## Friday, November 5, 2010

### An Encoding Trick

I use Vowpal Wabbit extensively at eHarmony, mainly for scalability purposes. While we are not Google or Yahoo scale, we do have a couple billion matches we've made recently that we like to model (at a major ad network, a billion impressions happen in a day or two; so we're about 2 to 3 orders of magnitude smaller in terms of data). Vowpal achieves high speed via the simplicity of gradient descent on a primal linear representation, but that means in practice one spends time trying nonlinear transformations of the raw data that improve model performance.

Here's a widely applicable encoding scheme that I've used for several different problems to improve performance. It is related to segmented regression (for statistical prediction folks) and also special order sets of type 2 (for operations research folks). We actually call it SOS2 encoding'' around the office.

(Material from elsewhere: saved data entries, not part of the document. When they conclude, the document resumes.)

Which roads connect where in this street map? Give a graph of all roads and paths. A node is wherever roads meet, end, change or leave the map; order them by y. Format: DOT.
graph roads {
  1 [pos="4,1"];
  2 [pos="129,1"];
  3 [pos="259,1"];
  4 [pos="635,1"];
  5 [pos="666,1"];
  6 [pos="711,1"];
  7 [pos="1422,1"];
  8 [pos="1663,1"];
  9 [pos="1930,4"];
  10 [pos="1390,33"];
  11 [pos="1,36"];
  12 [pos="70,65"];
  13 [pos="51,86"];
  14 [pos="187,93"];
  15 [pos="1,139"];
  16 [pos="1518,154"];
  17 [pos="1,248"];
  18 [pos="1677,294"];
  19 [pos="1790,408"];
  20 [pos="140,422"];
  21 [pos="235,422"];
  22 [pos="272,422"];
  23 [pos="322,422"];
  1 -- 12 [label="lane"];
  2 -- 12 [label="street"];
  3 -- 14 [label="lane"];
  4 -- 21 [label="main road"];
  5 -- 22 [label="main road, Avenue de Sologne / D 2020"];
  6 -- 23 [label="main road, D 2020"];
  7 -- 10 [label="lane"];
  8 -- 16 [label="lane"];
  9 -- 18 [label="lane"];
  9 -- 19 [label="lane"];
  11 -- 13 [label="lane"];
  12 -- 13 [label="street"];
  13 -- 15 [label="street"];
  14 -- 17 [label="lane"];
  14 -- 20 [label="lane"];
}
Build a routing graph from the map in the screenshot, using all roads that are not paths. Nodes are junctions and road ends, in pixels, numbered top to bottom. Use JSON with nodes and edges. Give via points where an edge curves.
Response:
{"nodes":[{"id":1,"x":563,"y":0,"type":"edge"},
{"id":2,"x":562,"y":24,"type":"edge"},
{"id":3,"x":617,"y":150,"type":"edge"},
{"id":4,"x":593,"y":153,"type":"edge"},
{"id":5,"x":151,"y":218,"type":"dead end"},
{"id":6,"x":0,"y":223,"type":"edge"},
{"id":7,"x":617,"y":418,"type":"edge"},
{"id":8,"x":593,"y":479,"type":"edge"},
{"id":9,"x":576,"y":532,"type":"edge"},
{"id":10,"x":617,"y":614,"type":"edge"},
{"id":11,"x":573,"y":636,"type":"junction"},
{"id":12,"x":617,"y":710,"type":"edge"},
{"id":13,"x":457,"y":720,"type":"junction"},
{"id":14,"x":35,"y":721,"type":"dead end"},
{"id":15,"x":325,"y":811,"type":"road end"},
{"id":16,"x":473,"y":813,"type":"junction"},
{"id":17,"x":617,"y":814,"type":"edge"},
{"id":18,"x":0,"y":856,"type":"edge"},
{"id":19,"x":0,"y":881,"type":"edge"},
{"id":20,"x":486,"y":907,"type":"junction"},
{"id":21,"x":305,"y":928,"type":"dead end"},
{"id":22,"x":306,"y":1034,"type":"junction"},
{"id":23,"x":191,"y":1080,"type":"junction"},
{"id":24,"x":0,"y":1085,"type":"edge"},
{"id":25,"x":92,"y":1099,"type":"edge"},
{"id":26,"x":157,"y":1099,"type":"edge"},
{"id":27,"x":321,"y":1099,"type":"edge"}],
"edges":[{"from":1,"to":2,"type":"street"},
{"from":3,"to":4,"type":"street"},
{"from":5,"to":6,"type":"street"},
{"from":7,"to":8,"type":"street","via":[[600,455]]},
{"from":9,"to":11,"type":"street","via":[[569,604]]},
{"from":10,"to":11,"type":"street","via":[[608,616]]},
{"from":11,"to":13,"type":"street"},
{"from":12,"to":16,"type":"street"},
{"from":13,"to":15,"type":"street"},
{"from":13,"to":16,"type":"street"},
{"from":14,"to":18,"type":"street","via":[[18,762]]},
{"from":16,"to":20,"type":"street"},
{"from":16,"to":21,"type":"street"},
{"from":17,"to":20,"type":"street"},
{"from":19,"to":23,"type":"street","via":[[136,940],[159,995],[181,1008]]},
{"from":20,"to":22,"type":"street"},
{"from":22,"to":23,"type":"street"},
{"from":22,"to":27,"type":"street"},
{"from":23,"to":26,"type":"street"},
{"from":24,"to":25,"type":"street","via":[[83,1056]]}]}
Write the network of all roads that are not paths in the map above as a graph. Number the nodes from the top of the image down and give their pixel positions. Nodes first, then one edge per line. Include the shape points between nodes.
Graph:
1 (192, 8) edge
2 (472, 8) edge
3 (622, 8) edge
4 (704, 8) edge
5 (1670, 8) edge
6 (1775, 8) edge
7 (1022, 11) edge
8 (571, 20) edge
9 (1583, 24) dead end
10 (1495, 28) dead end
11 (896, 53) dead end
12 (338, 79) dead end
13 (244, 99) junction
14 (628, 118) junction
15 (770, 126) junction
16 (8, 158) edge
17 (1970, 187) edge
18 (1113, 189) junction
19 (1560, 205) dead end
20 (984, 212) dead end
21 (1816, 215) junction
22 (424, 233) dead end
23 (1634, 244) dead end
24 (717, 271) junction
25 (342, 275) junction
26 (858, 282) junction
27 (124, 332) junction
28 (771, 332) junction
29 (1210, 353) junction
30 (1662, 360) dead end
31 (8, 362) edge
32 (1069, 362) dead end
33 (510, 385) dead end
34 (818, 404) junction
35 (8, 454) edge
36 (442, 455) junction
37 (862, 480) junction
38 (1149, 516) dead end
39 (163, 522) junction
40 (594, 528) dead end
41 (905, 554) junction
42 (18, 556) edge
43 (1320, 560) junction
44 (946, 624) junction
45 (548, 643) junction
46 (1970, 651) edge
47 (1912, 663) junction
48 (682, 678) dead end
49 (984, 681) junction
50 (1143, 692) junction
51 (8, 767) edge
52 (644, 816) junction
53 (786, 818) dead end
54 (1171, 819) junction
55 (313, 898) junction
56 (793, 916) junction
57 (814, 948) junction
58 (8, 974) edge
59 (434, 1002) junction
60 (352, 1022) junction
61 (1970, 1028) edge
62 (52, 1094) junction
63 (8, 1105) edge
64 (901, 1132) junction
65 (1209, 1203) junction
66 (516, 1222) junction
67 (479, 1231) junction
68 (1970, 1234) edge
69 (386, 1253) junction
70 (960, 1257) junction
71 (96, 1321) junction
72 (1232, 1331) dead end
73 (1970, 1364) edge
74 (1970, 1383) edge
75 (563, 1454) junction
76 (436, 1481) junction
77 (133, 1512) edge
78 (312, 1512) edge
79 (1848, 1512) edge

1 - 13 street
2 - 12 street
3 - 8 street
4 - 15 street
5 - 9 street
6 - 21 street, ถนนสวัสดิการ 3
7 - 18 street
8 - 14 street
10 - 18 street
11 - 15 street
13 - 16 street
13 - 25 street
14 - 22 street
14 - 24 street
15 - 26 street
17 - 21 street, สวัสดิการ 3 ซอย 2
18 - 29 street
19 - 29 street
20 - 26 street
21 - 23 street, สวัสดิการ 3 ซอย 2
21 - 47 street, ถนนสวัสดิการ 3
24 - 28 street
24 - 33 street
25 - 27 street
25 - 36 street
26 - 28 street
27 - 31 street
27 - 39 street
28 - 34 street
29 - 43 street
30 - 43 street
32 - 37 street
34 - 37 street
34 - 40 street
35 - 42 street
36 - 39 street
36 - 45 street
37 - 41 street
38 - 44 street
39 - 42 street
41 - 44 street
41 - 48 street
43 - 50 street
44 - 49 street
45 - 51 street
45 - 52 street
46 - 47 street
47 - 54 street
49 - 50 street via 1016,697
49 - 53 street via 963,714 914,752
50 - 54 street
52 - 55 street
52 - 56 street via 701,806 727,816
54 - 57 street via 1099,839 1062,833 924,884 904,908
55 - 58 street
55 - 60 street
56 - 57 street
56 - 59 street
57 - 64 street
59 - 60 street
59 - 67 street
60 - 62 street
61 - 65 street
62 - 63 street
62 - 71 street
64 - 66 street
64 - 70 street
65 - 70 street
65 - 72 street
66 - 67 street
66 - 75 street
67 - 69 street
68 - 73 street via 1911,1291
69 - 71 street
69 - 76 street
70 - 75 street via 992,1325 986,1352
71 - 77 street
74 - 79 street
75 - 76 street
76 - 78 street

In one dimension it works like this: one chooses a set of points for the variable, then for any input value two features are activated corresponding to the points bracketing the value, with weights corresponding to a linear interpolation between the two features. For example, for online dating physical distance between two people helps predict many quantities of interest. To encode the distance between two people for input to a model, I first take the $\log_2$ of the distance (ad-hoc intuited transform), then SOS2 encode using integral points. So, if two people have a distance difference of 72 miles, the two features output would be
LOG2_DISTANCE_6:0.83 LOG2_DISTANCE_7:0.19
Since this encoding is sparse it ends up interacting well with other variables (i.e., quadratic vowpal terms involving SOS2 encoded features can produce useful lift). In a two-dimensional problem I SOS2 encoded each dimension and then interacted them quadratically with some success. For higher dimensional problems I've gotten better mileage from other techniques (e.g., VQ).

1. Interesting technique! I think there's a typo: should the weight on LOG2_DISTANCE be .17 instead of .19?

Have you done much comparison with other methods of doing this type of thing? For example, what about just taking the closest point, and making the feature value the difference or percent change between the discretized value and the actual value?

1. Yes, that is a typo, thanks for noting (I'll preserve it so your comment continues to make sense ... exercise for the reader and all that ...)

Re: comparison, I haven't done anything systematic. So much of data science is heuristic because domain variability.

Note this technique corresponds to linear (quadratic with -q) spline interpolation. What you suggest sounds like piecewise linear (quadratic) but without enforcing continuity at the endpoints. If you suspect there should be jumps at your control points then maybe it would work better.